The Viking Age (c. 750 – 1050 AD) was a formative period of history. During this time, Scandinavians were to leave their mark across Europe and beyond, and contributed to shaping the world we live in today. Maritime interactions tied together people and societies in new ways, spurring cultural encounters and economic transformation. With the discovery of sailing routes to Iceland, Greenland and America the Vikings expanded the reach of global interactions. Archaeology shows the Viking Age as a transformation of societies within and beyond Scandinavia.
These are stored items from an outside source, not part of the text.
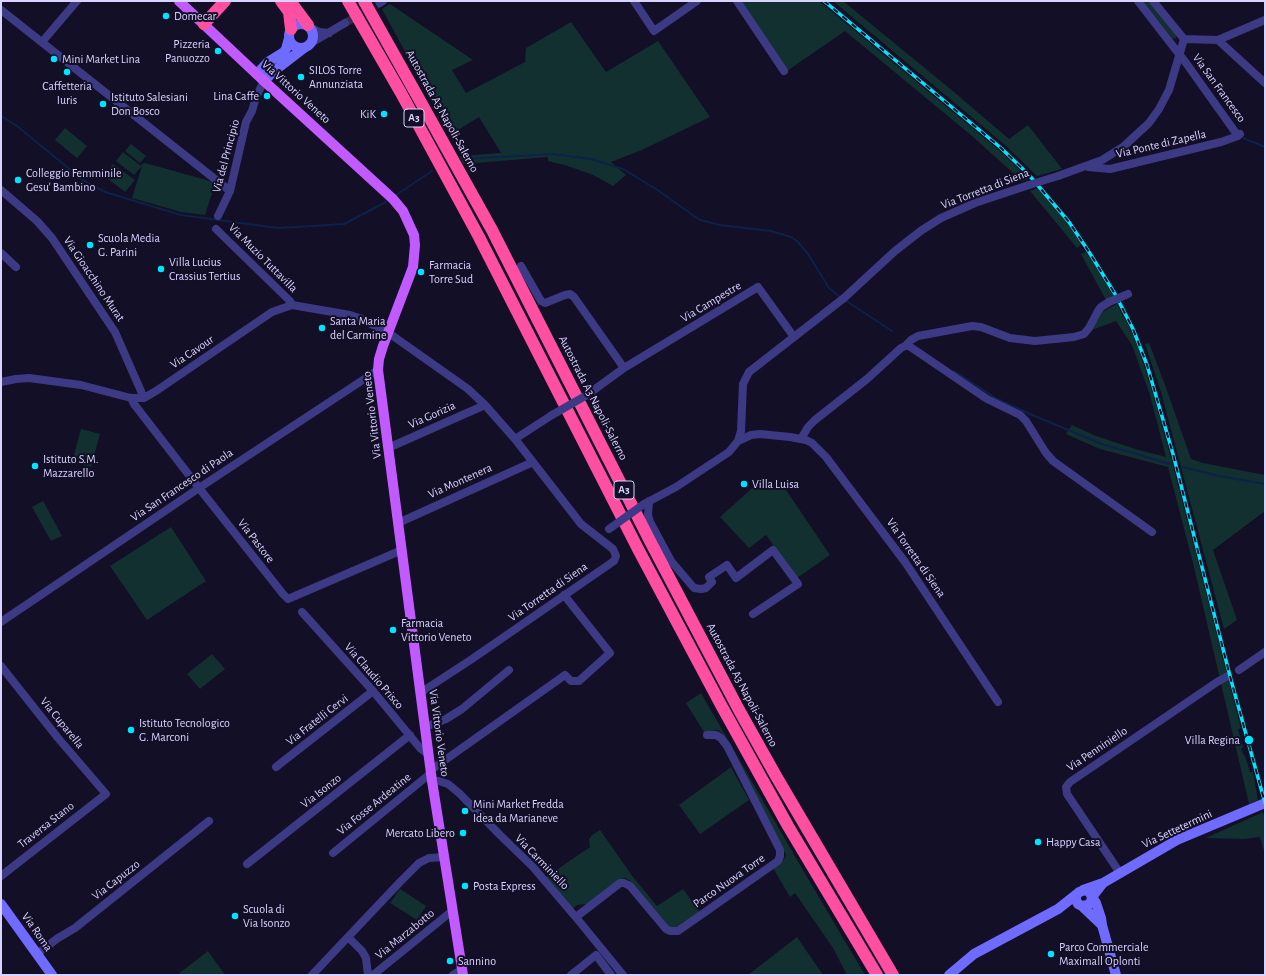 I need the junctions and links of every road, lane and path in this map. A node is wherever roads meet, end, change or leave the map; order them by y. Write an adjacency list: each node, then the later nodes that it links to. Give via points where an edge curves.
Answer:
1 (77, 1): 25 (street)
2 (180, 1): 18 (main road, Via Vittorio Veneto)
3 (225, 1): 18 (highway)
4 (281, 1): 22 (highway, via 289,12)
5 (290, 1): 19 (highway)
6 (342, 1): 20 (highway)
7 (348, 1): 20 (highway, A3)
8 (364, 1): 32 (highway, Autostrada A3 Napoli-Salerno / A3)
9 (634, 1): 10 (street, via 654,31)
10 (697, 1)
11 (737, 1): 28 (street)
12 (1138, 1): 27 (street, Via San Francesco)
13 (1153, 1): 23 (street)
14 (378, 2): 32 (highway)
15 (1, 10): 25 (street)
16 (1265, 20): 24 (street)
17 (345, 23): 21 (street)
18 (204, 24): 29 (main road, Via Vittorio Veneto)
19 (309, 26): 21 (street, via 319,32); 22 (main road, via 297,24); 26 (main road, via 314,37)
20 (366, 32): 110 (highway, A3, via 479,237 638,549 721,705 788,826)
21 (329, 33): 26 (street)
22 (290, 34): 26 (main road, via 295,46); 29 (main road, via 284,52 268,62)
23 (1184, 38): 24 (street); 27 (street, Via Torretta di Siena)
24 (1218, 40): 31 (street)
25 (42, 42): 36 (street)
26 (308, 45): 30 (main road)
27 (1180, 55): 33 (street, Via San Francesco); 34 (street, Via Torretta di Siena, via 1169,90 1149,123 1123,146 1102,160)
28 (784, 71)
29 (257, 74): 30 (main road, Via Vittorio Veneto)
30 (264, 81): 36 (street, Via del Principio, via 246,122); 44 (main road, Via Vittorio Veneto, via 393,199 409,223 415,245 413,267)
31 (1265, 83)
32 (414, 90): 111 (highway, Autostrada A3 Napoli-Salerno / A3, via 492,230 739,710)
33 (1239, 135): 34 (street, Via Ponte di Zapella, via 1221,142 1110,169)
34 (1085, 166): 45 (street, Via Torretta di Siena, bridge, via 975,203 942,218 894,251 844,298)
35 (1, 190): 51 (street, Via Gioacchino Murat, via 37,221 52,238 115,332)
36 (230, 191): 37 (street, Via del Principio)
37 (218, 216)
38 (216, 229): 43 (street, Via Muzio Tuttavilla)
39 (1, 253): 41 (street)
40 (521, 266): 47 (street, via 541,302 546,304 570,294 574,297)
41 (16, 267)
42 (1128, 294): 46 (street, bridge, via 1101,307 1084,334 1074,337 1023,340 972,326 918,336 910,340)
43 (292, 305): 44 (street, Via Cavour, via 350,315); 51 (street, Via Cavour, via 272,312)
44 (388, 333): 48 (main road, Via Vittorio Veneto); 52 (street)
45 (794, 337): 47 (street, Via Campestre, via 758,287); 55 (street, Via Torretta di Siena, via 746,376 743,384 742,426)
46 (906, 346): 54 (street, via 815,420); 61 (street, via 915,349 987,399 1020,415 1053,461)
47 (624, 368): 53 (street, Via Campestre, bridge, via 587,395)
48 (378, 370): 56 (main road, Via Vittorio Veneto); 58 (street, Via San Francesco di Paola)
49 (1, 382): 50 (street, via 29,378 59,381)
50 (131, 398): 51 (street); 58 (street, Via Pastore)
51 (144, 398)
52 (485, 404): 53 (street); 56 (street, Via Gorizia)
53 (515, 439): 57 (street)
54 (801, 439): 55 (street, Via Torretta di Siena, via 760,434); 75 (street, Via Torretta di Siena, via 812,443 840,474 905,562)
55 (738, 441): 59 (street, Via Torretta di Siena, via 729,452)
56 (388, 448): 60 (main road, Via Vittorio Veneto)
57 (533, 462): 60 (street, Via Montenera); 62 (street, via 581,524)
58 (199, 488): 63 (street, Via Pastore, via 288,599); 67 (street, Via San Francesco di Paola)
59 (647, 502): 62 (street, Via Torretta di Siena, bridge, via 609,529); 66 (street, via 650,522 671,561 694,588 706,588 712,582 709,577 727,565 736,578 773,550 798,584)
60 (398, 523): 63 (main road, Via Vittorio Veneto)
61 (1152, 532)
62 (600, 539): 64 (street, Via Torretta di Siena, via 613,550 616,556 614,560)
63 (402, 550): 74 (main road, Via Vittorio Veneto)
64 (564, 595): 74 (street, Via Torretta di Siena); 81 (street, Via Fosse Ardeatine, via 610,653 579,681 571,681 565,675)
65 (302, 612): 73 (street, Via Claudio Prisco)
66 (753, 614)
67 (1, 622)
68 (1265, 652): 71 (street)
69 (2, 669): 82 (street, Via Cuparella)
70 (509, 670): 76 (street, via 462,709)
71 (1239, 670)
72 (1228, 676): 88 (street, Via Penniniello, via 1066,787 1067,794)
73 (373, 691): 77 (street, Via Claudio Prisco); 80 (street, Via Fratelli Cervi)
74 (420, 693): 76 (main road, Via Vittorio Veneto)
75 (998, 702)
76 (425, 727): 79 (main road, Via Vittorio Veneto)
77 (410, 735): 79 (street, Via Claudio Prisco); 87 (street, Via Isonzo)
78 (707, 735): 97 (street, Parco Nuova Torre, via 716,734 726,746 780,850 778,861 678,931 666,929 630,886 624,883 620,883)
79 (429, 755): 81 (main road, Via Vittorio Veneto)
80 (276, 767)
81 (431, 774): 85 (street, Via Fosse Ardeatine); 86 (main road, Via Vittorio Veneto); 97 (street, Via Carminiello, via 459,793 537,872)
82 (106, 794): 89 (street, Traversa Stano)
83 (1265, 803): 88 (main road, Via Settetermini, via 1177,840)
84 (209, 821): 100 (street, Via Capuzzo, via 75,928)
85 (333, 853)
86 (444, 857): 96 (main road, Via Vittorio Veneto); 99 (street, via 429,858 419,863)
87 (247, 864)
88 (1120, 873): 90 (main road, Via Settetermini)
89 (1, 876)
90 (1103, 883): 91 (main road, Via Settetermini); 92 (main road, Via Settetermini)
91 (1080, 892): 92 (main road, via 1090,893); 94 (main road, via 1076,900); 95 (main road, Via Settetermini)
92 (1092, 897): 94 (main road, via 1090,904); 98 (main road)
93 (1, 904): 100 (main road, Via Roma)
94 (1081, 906): 95 (main road, Via Settetermini); 98 (main road)
95 (1058, 909): 112 (main road, Via Settetermini, via 974,954)
96 (452, 911): 101 (main road, Via Vittorio Veneto); 105 (street, Via Marzabotto)
97 (576, 917): 109 (street, Via Carminiello)
98 (1102, 926): 113 (main road)
99 (348, 936): 103 (street); 104 (street, via 366,958)
100 (37, 954): 102 (main road, Via Roma)
101 (463, 972): 106 (street)
102 (52, 975)
103 (312, 975)
104 (368, 975)
105 (374, 975)
106 (454, 975)
107 (571, 975): 108 (street, via 596,956)
108 (611, 975)
109 (623, 975)
110 (877, 975)
111 (893, 975)
112 (949, 975)
113 (1116, 975)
The course gives an in-depth introduction to the archaeology of Northern European societies in the Viking Age, and frames this in the perspective of theme-based case studies and interdisciplinary research. The focus is on the cultural and societal transformation of Scandinavia and its neighbors in the period c. 600-1100 CE in the context of the catalyzing expansion of maritime interactions. Themes include: The expansion of maritime activities and ship-building, diaspora communities and identities, martial society and gender roles, colonization and climate, urban networks and globalization and cultural interactions with communities from Russia and the Baltic to the British Isles and the west.
Lectures and seminars provide a thorough founding in the archaeological study of the period, whilst training skills in navigating a problem-oriented approach: how to appreciate the difference between a convincing-looking argument and a settled case.
Exam info and full course description can be found in the course catalogue.
To apply for the course you must either be enrolled in a bachelor's degree, have a bachelor's degree or have passed a qualifying entry examination.